Shu Xingbei (; October 1, 1905 - October 30, 1983), also known as Hsin Pei Soh, was a Chinese physicist and educator.

Life

Early years
Shu was born on 1 October 1905, in Hanjiang, Jiangsu Province. In 1924, he entered Hangchow University (aka Zhijiang University 之江大学, now named Zhejiang University) in Hangzhou, Zhejiang Province and a year later transferred to the Department of Physics at Cheeloo University in Shandong Province.

Travel/study in USA & Europe
In 1926, Shu went to study physics in the United States, where he initially studied at Baker University in Baldwin City, Kansas, but later transferred to the University of California, San Francisco (UCSF). During this time, Shu was quite active in various social and political activities and communities, and it is said that he even once joined the Communist Party USA.

In July 1927, Shu left the US and travelled through Japan, Korea, Manchuria, Moscow, and Warsaw, eventually reaching Germany where he principally visited Berlin, Hannover and Hamburg.

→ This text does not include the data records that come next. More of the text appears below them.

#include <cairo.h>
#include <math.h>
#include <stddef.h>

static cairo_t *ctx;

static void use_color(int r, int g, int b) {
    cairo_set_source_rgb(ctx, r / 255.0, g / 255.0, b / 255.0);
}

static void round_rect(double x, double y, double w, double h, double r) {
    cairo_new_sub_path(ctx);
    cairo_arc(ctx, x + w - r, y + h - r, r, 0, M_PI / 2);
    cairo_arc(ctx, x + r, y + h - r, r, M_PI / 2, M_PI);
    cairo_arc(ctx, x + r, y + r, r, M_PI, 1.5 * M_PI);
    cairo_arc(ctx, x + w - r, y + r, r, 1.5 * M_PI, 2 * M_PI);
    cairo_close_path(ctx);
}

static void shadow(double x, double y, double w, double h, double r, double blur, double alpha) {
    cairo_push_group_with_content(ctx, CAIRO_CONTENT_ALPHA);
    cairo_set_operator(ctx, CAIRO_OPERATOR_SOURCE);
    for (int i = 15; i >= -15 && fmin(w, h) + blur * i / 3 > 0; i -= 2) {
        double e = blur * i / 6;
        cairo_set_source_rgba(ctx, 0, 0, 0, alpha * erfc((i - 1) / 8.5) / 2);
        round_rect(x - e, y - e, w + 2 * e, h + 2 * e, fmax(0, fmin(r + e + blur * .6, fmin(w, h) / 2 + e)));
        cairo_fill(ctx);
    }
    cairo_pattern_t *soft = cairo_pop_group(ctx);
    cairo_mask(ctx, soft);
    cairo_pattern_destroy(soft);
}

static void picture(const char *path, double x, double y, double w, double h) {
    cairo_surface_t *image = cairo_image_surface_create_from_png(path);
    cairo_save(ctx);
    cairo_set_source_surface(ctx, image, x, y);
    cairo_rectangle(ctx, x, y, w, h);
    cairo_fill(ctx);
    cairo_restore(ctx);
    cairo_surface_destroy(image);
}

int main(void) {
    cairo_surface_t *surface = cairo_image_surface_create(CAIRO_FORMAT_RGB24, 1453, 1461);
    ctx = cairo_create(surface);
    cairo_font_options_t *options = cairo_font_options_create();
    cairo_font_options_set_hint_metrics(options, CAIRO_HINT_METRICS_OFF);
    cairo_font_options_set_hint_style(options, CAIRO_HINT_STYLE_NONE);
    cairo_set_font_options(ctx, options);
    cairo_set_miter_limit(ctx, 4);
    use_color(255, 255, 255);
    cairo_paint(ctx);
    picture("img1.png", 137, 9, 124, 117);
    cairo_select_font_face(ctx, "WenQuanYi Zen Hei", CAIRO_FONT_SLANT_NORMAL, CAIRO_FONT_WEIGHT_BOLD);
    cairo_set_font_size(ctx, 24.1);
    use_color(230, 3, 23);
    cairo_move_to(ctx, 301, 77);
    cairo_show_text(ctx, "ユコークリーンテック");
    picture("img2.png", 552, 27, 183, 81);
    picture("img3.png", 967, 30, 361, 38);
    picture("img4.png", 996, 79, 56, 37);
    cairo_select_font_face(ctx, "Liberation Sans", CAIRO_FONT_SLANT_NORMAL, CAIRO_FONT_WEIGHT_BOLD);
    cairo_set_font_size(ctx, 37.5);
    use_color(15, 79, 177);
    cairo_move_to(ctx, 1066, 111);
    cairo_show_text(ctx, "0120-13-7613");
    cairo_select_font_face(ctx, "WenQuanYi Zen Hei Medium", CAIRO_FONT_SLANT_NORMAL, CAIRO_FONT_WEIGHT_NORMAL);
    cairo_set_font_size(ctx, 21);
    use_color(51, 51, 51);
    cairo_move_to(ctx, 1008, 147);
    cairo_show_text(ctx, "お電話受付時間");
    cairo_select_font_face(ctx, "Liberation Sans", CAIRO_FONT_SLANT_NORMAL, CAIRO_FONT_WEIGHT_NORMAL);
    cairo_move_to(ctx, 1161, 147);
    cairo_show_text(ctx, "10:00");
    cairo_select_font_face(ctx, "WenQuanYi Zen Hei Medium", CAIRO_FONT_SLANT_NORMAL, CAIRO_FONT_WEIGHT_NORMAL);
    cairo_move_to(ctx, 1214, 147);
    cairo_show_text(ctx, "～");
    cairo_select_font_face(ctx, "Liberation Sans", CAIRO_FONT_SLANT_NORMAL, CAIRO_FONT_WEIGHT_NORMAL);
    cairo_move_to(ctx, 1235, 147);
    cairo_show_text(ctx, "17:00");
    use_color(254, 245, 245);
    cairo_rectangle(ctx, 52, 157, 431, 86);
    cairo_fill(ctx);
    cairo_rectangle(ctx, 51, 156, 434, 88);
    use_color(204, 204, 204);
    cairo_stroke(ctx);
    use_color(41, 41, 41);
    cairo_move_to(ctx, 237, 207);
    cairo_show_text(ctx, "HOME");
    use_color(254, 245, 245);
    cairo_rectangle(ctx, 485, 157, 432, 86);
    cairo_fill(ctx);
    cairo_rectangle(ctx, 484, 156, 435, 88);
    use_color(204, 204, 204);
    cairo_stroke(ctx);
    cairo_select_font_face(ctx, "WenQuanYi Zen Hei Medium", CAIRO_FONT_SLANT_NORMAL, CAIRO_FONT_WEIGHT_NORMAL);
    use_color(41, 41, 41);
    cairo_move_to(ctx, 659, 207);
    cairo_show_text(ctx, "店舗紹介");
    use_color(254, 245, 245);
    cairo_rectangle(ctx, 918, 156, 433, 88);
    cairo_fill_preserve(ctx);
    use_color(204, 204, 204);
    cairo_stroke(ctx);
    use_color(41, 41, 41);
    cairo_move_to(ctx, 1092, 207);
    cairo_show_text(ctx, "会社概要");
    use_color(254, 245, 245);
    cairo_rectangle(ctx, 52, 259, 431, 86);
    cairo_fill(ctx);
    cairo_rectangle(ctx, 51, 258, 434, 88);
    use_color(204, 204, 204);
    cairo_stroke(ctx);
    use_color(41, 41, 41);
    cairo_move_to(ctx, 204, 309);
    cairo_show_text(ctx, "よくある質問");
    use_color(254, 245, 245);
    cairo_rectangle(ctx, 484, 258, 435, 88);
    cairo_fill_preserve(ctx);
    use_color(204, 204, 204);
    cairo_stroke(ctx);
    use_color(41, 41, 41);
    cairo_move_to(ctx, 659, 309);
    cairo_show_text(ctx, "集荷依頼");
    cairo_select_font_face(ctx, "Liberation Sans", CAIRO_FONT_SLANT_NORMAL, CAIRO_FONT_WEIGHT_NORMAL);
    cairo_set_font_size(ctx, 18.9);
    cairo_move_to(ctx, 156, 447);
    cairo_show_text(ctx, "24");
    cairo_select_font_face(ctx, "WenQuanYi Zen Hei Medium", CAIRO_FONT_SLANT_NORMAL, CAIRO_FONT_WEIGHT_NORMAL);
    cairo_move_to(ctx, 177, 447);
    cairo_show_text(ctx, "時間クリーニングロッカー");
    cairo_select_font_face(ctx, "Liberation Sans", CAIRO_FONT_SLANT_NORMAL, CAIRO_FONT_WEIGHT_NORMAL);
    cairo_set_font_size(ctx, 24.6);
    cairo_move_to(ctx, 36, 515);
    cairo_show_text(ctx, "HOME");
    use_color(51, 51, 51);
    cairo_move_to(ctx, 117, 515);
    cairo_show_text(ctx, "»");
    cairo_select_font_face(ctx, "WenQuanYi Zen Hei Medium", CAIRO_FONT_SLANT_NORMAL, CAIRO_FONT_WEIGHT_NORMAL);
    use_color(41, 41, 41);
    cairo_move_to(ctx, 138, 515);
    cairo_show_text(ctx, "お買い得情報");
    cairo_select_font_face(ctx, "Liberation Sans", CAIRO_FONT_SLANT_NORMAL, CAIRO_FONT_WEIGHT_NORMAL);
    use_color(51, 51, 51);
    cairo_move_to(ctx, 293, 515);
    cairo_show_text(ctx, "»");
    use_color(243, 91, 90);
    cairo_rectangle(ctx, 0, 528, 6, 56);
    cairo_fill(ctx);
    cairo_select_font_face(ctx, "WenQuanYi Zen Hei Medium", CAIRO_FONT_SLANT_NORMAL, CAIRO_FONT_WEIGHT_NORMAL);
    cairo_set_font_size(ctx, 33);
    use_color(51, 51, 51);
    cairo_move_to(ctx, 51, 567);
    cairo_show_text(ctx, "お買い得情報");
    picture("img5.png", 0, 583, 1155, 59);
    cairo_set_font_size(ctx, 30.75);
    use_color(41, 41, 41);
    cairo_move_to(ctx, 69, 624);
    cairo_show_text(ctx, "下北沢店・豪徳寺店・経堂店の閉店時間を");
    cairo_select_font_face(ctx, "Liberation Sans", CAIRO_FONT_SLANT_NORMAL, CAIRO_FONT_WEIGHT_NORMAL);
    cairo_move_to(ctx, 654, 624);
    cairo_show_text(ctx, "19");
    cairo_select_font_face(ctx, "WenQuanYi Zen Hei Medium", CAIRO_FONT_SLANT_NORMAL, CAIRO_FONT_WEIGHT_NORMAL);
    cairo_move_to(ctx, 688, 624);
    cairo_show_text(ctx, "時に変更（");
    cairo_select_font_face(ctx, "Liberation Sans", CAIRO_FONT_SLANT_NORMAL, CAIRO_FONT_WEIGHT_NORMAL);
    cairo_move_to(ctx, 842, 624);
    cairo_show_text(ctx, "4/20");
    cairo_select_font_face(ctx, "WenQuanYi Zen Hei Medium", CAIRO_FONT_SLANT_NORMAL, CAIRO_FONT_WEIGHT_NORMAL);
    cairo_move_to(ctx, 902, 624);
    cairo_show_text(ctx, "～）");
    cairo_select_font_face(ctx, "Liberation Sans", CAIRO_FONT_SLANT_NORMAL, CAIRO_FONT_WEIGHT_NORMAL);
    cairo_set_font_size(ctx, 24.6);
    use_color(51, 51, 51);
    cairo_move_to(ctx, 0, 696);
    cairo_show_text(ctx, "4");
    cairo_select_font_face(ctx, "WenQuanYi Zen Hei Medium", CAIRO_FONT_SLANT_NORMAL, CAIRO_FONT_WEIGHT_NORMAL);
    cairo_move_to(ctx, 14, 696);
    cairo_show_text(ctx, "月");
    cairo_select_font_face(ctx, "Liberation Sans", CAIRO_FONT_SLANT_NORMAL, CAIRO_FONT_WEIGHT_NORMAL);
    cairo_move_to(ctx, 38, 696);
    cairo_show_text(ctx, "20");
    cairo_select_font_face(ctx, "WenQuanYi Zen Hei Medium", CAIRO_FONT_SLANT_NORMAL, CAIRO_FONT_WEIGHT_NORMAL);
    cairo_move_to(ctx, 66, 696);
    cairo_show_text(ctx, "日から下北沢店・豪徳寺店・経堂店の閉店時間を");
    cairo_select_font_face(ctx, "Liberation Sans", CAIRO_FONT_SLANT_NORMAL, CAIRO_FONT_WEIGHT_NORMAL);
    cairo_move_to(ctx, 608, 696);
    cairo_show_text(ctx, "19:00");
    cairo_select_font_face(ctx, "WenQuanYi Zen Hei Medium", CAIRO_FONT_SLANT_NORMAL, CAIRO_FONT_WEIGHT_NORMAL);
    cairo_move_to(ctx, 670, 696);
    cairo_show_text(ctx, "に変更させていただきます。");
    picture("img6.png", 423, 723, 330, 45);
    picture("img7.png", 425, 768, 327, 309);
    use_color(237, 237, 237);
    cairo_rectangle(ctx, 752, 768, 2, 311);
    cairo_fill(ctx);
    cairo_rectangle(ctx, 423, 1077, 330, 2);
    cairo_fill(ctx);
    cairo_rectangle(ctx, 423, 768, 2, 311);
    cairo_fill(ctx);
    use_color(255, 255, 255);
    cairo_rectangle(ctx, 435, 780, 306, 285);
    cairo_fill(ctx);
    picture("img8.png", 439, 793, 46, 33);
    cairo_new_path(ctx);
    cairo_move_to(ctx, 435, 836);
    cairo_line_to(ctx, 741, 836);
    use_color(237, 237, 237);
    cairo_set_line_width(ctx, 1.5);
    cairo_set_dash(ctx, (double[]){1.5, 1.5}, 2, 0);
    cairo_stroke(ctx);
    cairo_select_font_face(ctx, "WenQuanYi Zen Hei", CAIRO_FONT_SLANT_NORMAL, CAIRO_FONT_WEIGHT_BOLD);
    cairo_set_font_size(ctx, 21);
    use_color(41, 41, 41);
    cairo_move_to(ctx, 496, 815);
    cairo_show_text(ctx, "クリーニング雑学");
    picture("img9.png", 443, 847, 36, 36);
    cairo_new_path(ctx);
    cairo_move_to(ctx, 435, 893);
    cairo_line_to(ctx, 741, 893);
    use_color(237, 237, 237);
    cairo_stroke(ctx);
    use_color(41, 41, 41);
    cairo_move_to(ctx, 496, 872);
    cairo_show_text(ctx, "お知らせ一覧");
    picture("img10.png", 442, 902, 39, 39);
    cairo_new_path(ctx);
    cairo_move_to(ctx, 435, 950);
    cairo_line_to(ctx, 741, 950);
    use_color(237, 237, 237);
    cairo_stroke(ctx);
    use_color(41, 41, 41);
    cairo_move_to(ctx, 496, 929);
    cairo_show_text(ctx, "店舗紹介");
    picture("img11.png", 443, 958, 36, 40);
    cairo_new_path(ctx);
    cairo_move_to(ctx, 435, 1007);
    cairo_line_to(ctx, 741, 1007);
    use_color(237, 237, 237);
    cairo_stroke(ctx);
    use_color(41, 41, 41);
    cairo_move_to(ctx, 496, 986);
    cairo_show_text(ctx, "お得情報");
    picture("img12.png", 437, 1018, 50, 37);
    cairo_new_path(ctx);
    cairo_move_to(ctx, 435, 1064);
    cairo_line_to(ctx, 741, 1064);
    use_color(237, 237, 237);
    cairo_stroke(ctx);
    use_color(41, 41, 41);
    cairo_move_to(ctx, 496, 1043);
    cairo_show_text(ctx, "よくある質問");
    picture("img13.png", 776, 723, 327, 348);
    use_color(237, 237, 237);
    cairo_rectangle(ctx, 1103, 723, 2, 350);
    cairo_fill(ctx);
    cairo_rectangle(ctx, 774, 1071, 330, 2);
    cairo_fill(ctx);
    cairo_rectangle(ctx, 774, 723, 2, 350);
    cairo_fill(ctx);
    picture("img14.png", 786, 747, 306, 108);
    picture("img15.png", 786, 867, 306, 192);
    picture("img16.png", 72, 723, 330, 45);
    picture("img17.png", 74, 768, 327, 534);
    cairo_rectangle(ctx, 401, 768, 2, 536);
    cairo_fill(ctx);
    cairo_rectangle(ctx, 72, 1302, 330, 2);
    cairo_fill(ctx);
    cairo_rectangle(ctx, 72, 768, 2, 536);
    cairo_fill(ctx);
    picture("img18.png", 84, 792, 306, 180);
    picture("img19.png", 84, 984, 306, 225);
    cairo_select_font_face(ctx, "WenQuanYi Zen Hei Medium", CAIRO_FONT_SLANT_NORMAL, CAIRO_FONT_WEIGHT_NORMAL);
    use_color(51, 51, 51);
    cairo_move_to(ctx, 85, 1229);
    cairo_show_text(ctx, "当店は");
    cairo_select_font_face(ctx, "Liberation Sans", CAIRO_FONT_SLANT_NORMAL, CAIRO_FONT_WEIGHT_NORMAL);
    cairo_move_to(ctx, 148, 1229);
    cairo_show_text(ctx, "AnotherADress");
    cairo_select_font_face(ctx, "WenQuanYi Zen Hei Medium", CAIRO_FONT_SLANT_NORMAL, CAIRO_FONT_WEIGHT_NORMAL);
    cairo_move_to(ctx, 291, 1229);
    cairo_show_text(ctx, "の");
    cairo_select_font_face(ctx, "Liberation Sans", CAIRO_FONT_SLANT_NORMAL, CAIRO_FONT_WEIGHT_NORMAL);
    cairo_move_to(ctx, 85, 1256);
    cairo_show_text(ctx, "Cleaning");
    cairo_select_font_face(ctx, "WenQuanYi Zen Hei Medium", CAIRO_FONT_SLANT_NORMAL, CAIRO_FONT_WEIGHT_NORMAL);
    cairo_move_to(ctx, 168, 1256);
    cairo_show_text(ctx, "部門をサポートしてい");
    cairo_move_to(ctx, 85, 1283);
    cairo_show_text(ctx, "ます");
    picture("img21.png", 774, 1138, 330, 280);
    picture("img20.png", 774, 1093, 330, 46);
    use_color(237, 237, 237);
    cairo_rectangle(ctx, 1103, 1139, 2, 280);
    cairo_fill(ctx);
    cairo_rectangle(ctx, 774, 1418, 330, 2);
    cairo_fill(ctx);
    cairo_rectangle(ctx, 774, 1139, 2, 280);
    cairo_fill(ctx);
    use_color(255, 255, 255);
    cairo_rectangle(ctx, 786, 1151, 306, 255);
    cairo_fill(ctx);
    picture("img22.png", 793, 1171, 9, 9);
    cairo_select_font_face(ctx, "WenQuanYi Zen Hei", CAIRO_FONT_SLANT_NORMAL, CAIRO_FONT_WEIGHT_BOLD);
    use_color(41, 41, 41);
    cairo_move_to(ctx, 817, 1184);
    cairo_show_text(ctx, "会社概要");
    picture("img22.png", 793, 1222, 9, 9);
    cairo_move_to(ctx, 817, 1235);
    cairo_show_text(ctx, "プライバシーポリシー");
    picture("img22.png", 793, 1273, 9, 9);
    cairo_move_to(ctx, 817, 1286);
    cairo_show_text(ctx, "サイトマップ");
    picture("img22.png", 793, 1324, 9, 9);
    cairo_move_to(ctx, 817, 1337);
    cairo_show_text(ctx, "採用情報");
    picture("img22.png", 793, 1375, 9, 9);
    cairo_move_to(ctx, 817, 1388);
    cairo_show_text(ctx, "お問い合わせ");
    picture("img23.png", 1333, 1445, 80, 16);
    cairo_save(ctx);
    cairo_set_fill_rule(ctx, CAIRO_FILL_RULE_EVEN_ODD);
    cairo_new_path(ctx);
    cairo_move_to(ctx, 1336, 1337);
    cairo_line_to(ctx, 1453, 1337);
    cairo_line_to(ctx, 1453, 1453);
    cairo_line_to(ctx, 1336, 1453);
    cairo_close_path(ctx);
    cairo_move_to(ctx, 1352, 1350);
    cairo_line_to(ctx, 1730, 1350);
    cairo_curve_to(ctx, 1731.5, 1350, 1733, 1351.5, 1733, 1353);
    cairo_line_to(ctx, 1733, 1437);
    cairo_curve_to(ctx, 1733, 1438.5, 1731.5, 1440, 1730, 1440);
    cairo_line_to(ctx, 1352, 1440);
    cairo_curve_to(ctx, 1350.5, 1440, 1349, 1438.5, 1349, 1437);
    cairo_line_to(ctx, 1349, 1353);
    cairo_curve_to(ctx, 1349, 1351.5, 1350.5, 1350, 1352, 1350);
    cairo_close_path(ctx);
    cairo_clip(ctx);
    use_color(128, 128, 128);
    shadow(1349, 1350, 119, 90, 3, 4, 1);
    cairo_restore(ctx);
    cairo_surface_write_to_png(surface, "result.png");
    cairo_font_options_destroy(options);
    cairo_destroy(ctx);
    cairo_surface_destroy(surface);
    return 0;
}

Shu then went to the UK, where, in October 1928 he enrolled in the University of Edinburgh to study mathematics and physics under E. T. Whittaker and Charles Galton Darwin, obtaining his MSc after one year. Finally, in February 1930 Shu went to the University of Cambridge, and worked under Arthur Stanley Eddington, who that August advised him to return to the US to the Massachusetts Institute of Technology (MIT).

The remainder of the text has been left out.